Я это заметила, оценила, плечи расправила, принимая чуть более неудобную, чем до этого, позу, мысленно напомнив себе, что сколько бы Гриша не играл в простодушие и сколько бы ни позволял изображать двух дурочек из переулочка нам с Нисой, он всегда оставался тем, кем был. И до нашей первой встречи, и после неё. А был он опытным следователем, который сумел построить карьеру в человеческом мире не являясь человеком.

– Да, мы встречались с ней, – кивнула Ниса, скатывая в комок шуршащую обертку. – Но, во-первых, это было единожды. Во-вторых, я тогда была сосредоточена на том, чтобы не дать Ди навешать люлей соседским детишкам. А в-третьих, мы даже не знаем имени погибшей! Все, что нам известно о девчонке – это наличие подросткового гонора и отсутствие желания сделать что-нибудь внятное со своими волосами!

– Ну, теперь она уже ничего не сможет с ними сделать, – сухо проронил Гриша, поднялся и вышел, чтобы присоединиться к трудящимся за стенкой коллегами. Наверное, для обмена информацией и обсуждения дальнейшего плана действий.

– Это да, – с грустью согласилась Ниса в пустоту и повернулась ко мне: – Что будем делать?

– Доказывать, что мы – не убийцы детей, – ответила я мрачно.

– Да, непростое время нас ждет, – понурилась Ниса.

И она оказалась права.

Через два часа, которые мы провели за уничтожением моего годового запаса кофе и чая, а Ниса попутно подъела все, что не приколочено, к нам вернулся Гриша. И сразу сообщил, что удалось установить личность погибшей.

– Миронова Агата Станиславовна, четырнадцати лет отроду, – зачитал он с блокнота. – Вам это имя о чем-нибудь говорит?
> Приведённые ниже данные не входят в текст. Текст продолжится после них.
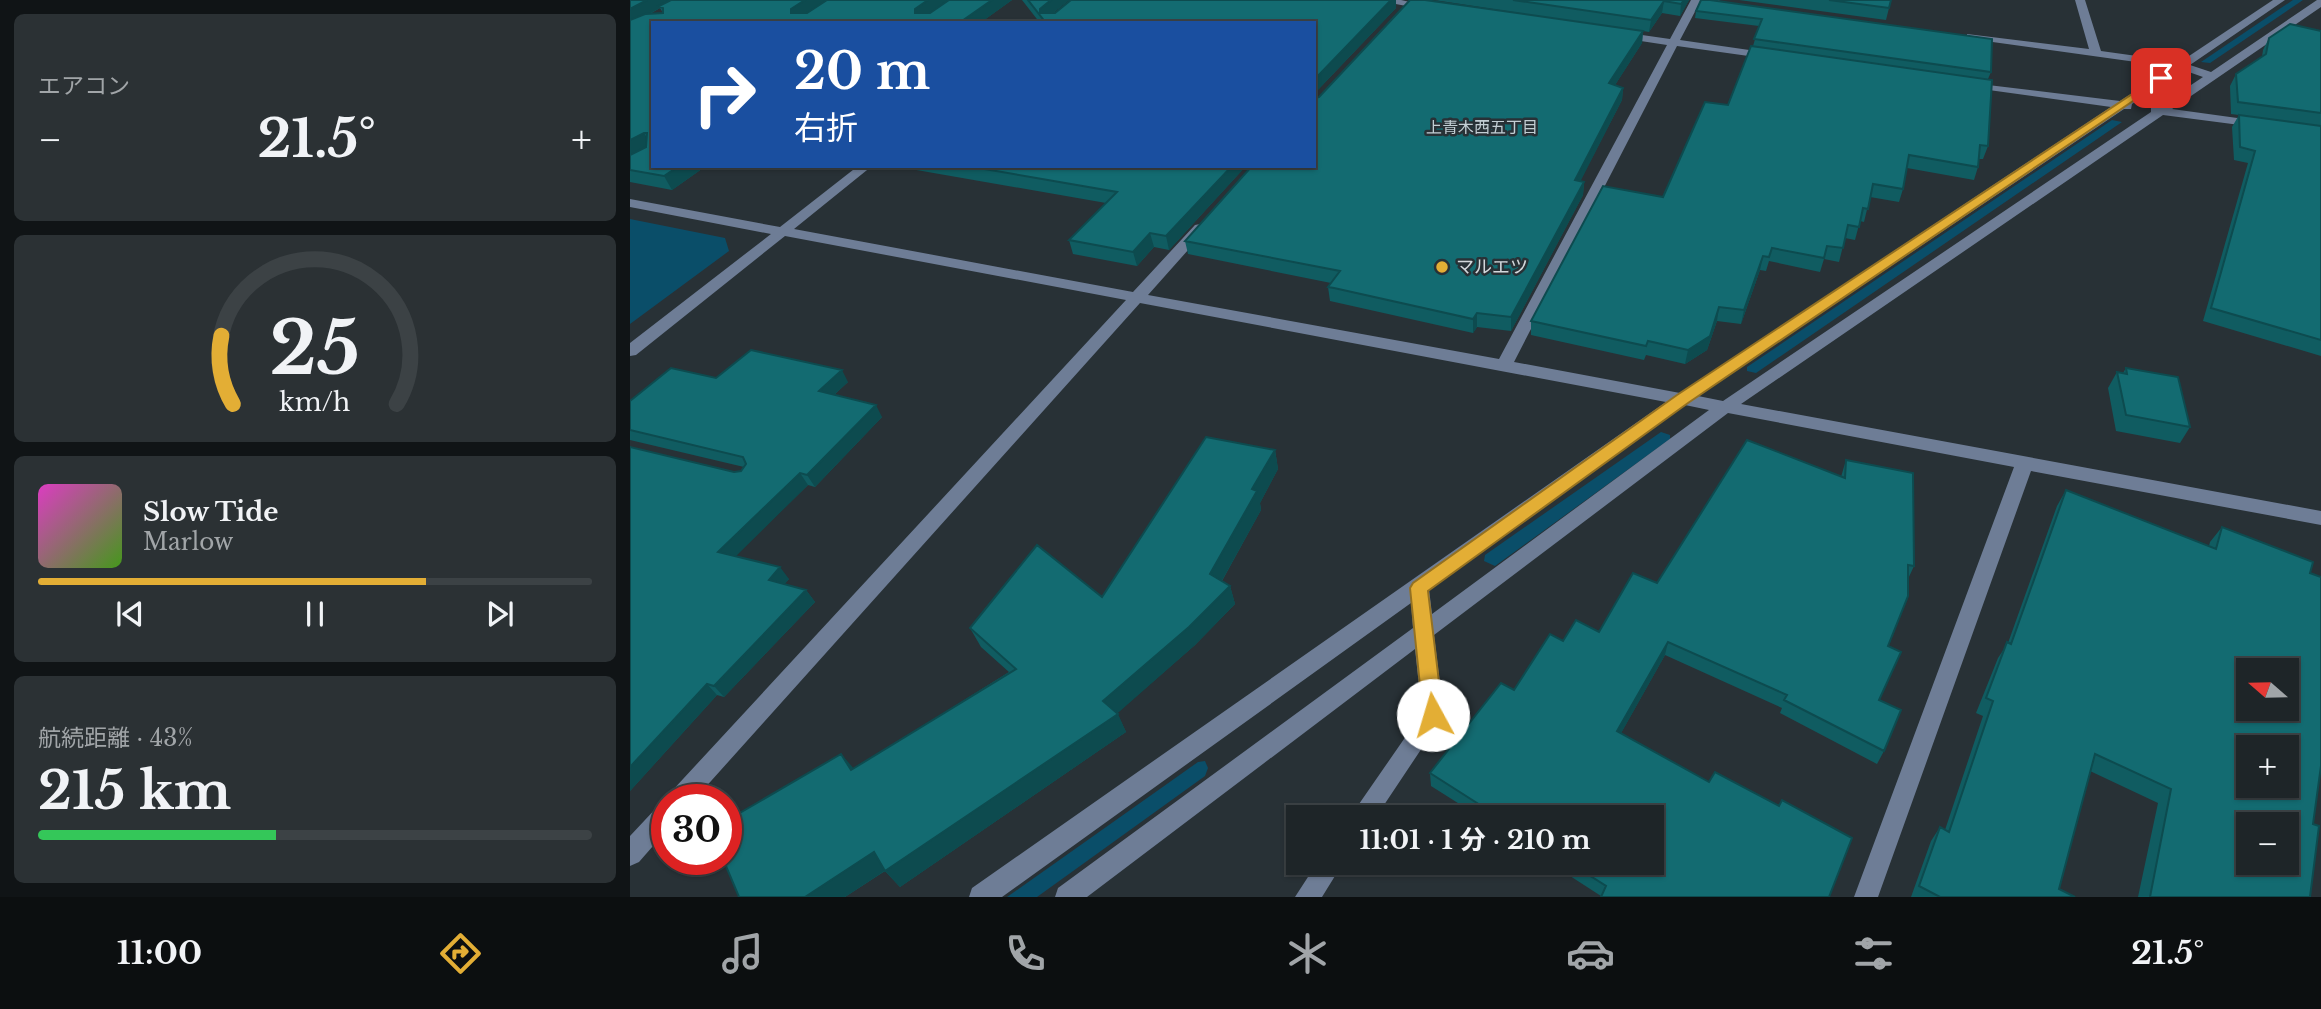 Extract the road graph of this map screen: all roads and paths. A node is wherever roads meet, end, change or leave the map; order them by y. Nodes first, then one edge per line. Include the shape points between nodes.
1 (1380, 0) edge
2 (1696, 0) edge
3 (2080, 0) edge
4 (2280, 0) edge
5 (1410, 2) edge
6 (2321, 2) edge
7 (1738, 6) edge
8 (1434, 8) edge
9 (1399, 14) edge
10 (1608, 33) edge
11 (1958, 35) edge
12 (1674, 42) junction
13 (2096, 53) junction
14 (1782, 58) edge
15 (2180, 65) junction
16 (2212, 76) junction
17 (1959, 82) edge
18 (2121, 106) junction
19 (2158, 111) junction
20 (2267, 126) edge
21 (863, 168) edge
22 (630, 203) edge
23 (1210, 216) edge
24 (784, 231) junction
25 (1135, 297) junction
26 (630, 351) edge
27 (1504, 366) junction
28 (1682, 399) junction
29 (1726, 407) junction
30 (2025, 463) junction
31 (2321, 518) edge
32 (1419, 588) junction
33 (1424, 631) junction
34 (694, 784) edge
35 (1370, 805) edge
36 (651, 831) edge
37 (630, 854) edge
38 (1323, 875) edge
39 (981, 897) edge
40 (1067, 897) edge
41 (1307, 897) edge
42 (1866, 897) edge

1 - 5 street
2 - 7 street
2 - 12 street
3 - 13 street
4 - 15 street
5 - 8 street
5 - 9 street
6 - 16 street
10 - 12 street
11 - 13 street
12 - 14 street
12 - 27 street
13 - 15 street
15 - 16 street
15 - 18 street
16 - 19 street
17 - 18 street
18 - 19 street
18 - 28 street
19 - 20 street
19 - 29 street
21 - 24 street
22 - 24 street
23 - 25 street
24 - 25 street
24 - 26 street
25 - 27 street
25 - 34 street
27 - 28 street
28 - 29 street
28 - 32 street
29 - 30 street
29 - 33 street
30 - 31 street
30 - 42 street
32 - 33 street
32 - 39 street
33 - 35 street via 1433,715
33 - 40 street
36 - 37 street
38 - 41 street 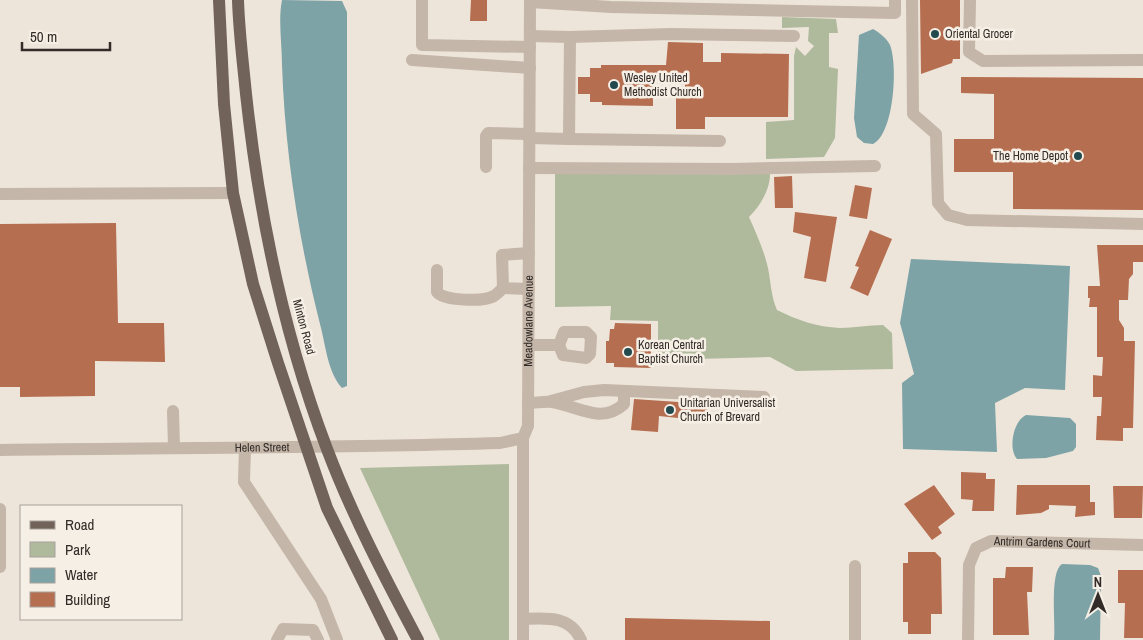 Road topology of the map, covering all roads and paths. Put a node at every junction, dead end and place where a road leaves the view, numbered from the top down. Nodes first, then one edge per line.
1 (219, 0) edge
2 (238, 0) edge
3 (422, 0) edge
4 (895, 0) edge
5 (912, 0) edge
6 (970, 0) edge
7 (530, 1) edge
8 (560, 2) edge
9 (592, 3) edge
10 (794, 36) dead end
11 (570, 37) junction
12 (530, 41) junction
13 (412, 60) dead end
14 (1143, 60) edge
15 (530, 68) junction
16 (529, 136) junction
17 (569, 139) junction
18 (720, 140) dead end
19 (875, 166) dead end
20 (486, 167) dead end
21 (529, 168) junction
22 (233, 193) junction
23 (0, 194) edge
24 (1143, 224) edge
25 (529, 253) junction
26 (437, 270) dead end
27 (503, 288) junction
28 (529, 289) junction
29 (528, 345) junction
30 (559, 345) dead end
31 (624, 391) junction
32 (764, 397) dead end
33 (551, 402) junction
34 (528, 403) junction
35 (173, 411) dead end
36 (523, 438) junction
37 (306, 446) junction
38 (245, 447) junction
39 (174, 448) junction
40 (326, 448) junction
41 (0, 450) edge
42 (0, 509) edge
43 (1143, 545) edge
44 (855, 566) dead end
45 (0, 567) edge
46 (523, 619) junction
47 (277, 640) edge
48 (318, 640) edge
49 (337, 640) edge
50 (392, 640) edge
51 (418, 640) edge
52 (523, 640) edge
53 (581, 640) edge
54 (855, 640) edge
55 (968, 640) edge

1 - 22 main road
2 - 40 main road, Minton Road
3 - 12 street
4 - 9 street
5 - 24 street
6 - 14 street
7 - 8 street
7 - 12 street, Meadowlane Avenue
8 - 9 street
10 - 11 street
11 - 12 street
11 - 17 street
12 - 15 street, Meadowlane Avenue
13 - 15 street
15 - 16 street, Meadowlane Avenue
16 - 17 street
16 - 20 street
16 - 21 street, Meadowlane Avenue
17 - 18 street
19 - 21 street
21 - 25 street, Meadowlane Avenue
22 - 23 street
22 - 37 main road
25 - 27 street
25 - 28 street, Meadowlane Avenue
26 - 27 street
27 - 28 street
28 - 29 street, Meadowlane Avenue
29 - 30 street
29 - 34 street, Meadowlane Avenue
31 - 32 street
31 - 33 street
31 - 33 street
33 - 34 street
34 - 36 street, Meadowlane Avenue
35 - 39 street
36 - 40 street, Helen Street
36 - 46 street, Meadowlane Avenue
37 - 38 street, Helen Street
37 - 40 street, Helen Street
37 - 50 main road
38 - 39 street, Helen Street
38 - 49 street
39 - 41 street, Helen Street
40 - 51 main road, Minton Road
42 - 45 street
43 - 55 street, Antrim Gardens Court
44 - 54 street
46 - 52 street, Meadowlane Avenue
46 - 53 street
47 - 48 street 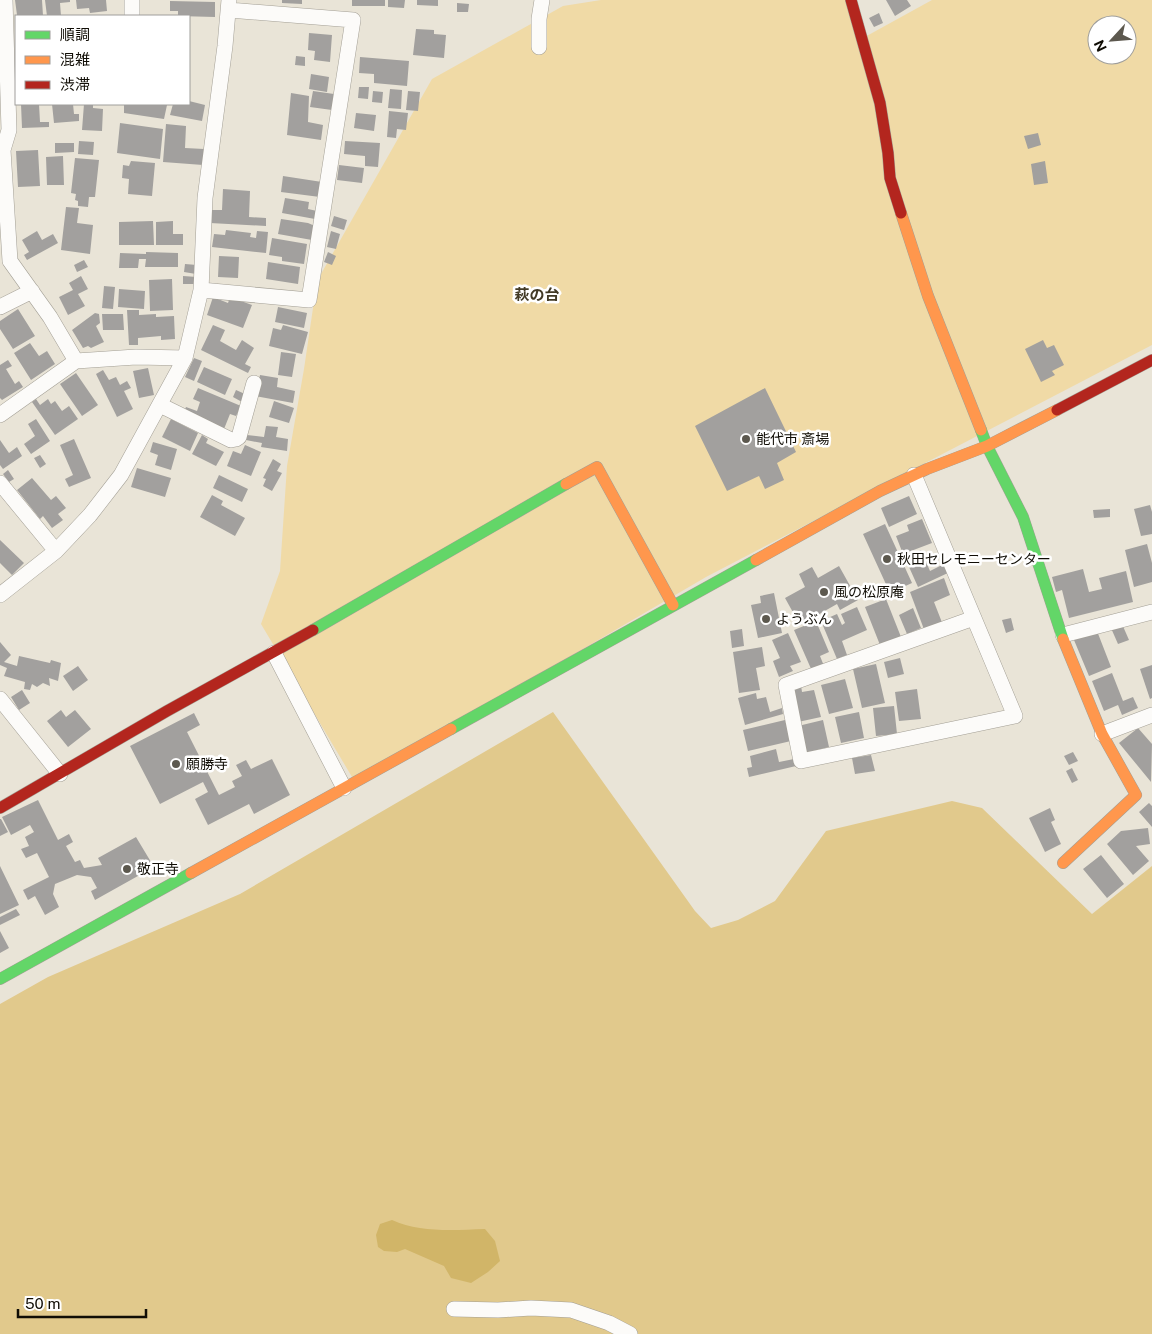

– Даже не шепчет, – заявила устроившаяся на подоконнике Ниса, которая за двадцать минут до этого провозгласила, что в квартире слишком много людей и ей нечем дышать. А потом полезла на окно. Поближе, как она выразилась, к источнику свежего воздуха, который исчерпали залетные стражи правопорядка.

– Вы уверены? – чуть сузил глаза Гриша.

– Убери со своего лица этот прищур, – от души посоветовала подруга. – Мы имеем отношение к этой истории только потому, что малолетка забралась именно в нашу квартиру, непонятно каким образом вскрыв замок.

– Да, кстати, об этом, – потер виски вервольф. – У вас есть догадки, что она могла здесь делать?

– Покемонов ловить! – рявкнула Ниса. – Ну, откуда мы можем знать, Гриша?! Нас-то здесь не было, а записки прощальной она не оставила!

– Ниса, – позвала я.

– Агась, – отреагировала она.

– Выдохни, – попросила я и дальше сказала Грише: – Повторяю в первый и последний раз, когда мы виделись, там была целая орава детишек. Может быть, вместо того, чтобы нас трясти, поговоришь с кем-нибудь из них?

– Чтобы с ними поговорить надо для начала установить имена. Потом узнать, где искать родителей, без разрешения которых мы не имеем права допрашивать несовершеннолетних.

– Самый простой путь – спросить мою соседку, чью дочь мы накануне спасли, – выдвинула я предложение. – Уж она-то должна знать, с кем проводит время её ребенок.

– Мы и звонили, и в дверь стучали, но дома никого нет. По крайней мере, нам никто не открыл, – хмуро сообщил Гриша.

– Вроде мамаша в какой-то гостинице работает, – припомнила Ниса, – то ли администратором, то управляющей.

– Управляющей, – закивала я. – Точно.

– У нас в городе больше двадцати гостиниц и отелей, – с недовольством поморщился Гриша. – Я не могу сесть и обзвонить все.

Я бросила взгляд на настенные часы. Стрелки показывали половину пятого вечера.

– Рабочий день подходит к концу, по идее, она должна скоро вернуться.

– Ага, прошлой ночью она тоже скоро вернулась, – язвительно заметила подруга. – Под утро, да и то после нашего звонка с телефона её дочери.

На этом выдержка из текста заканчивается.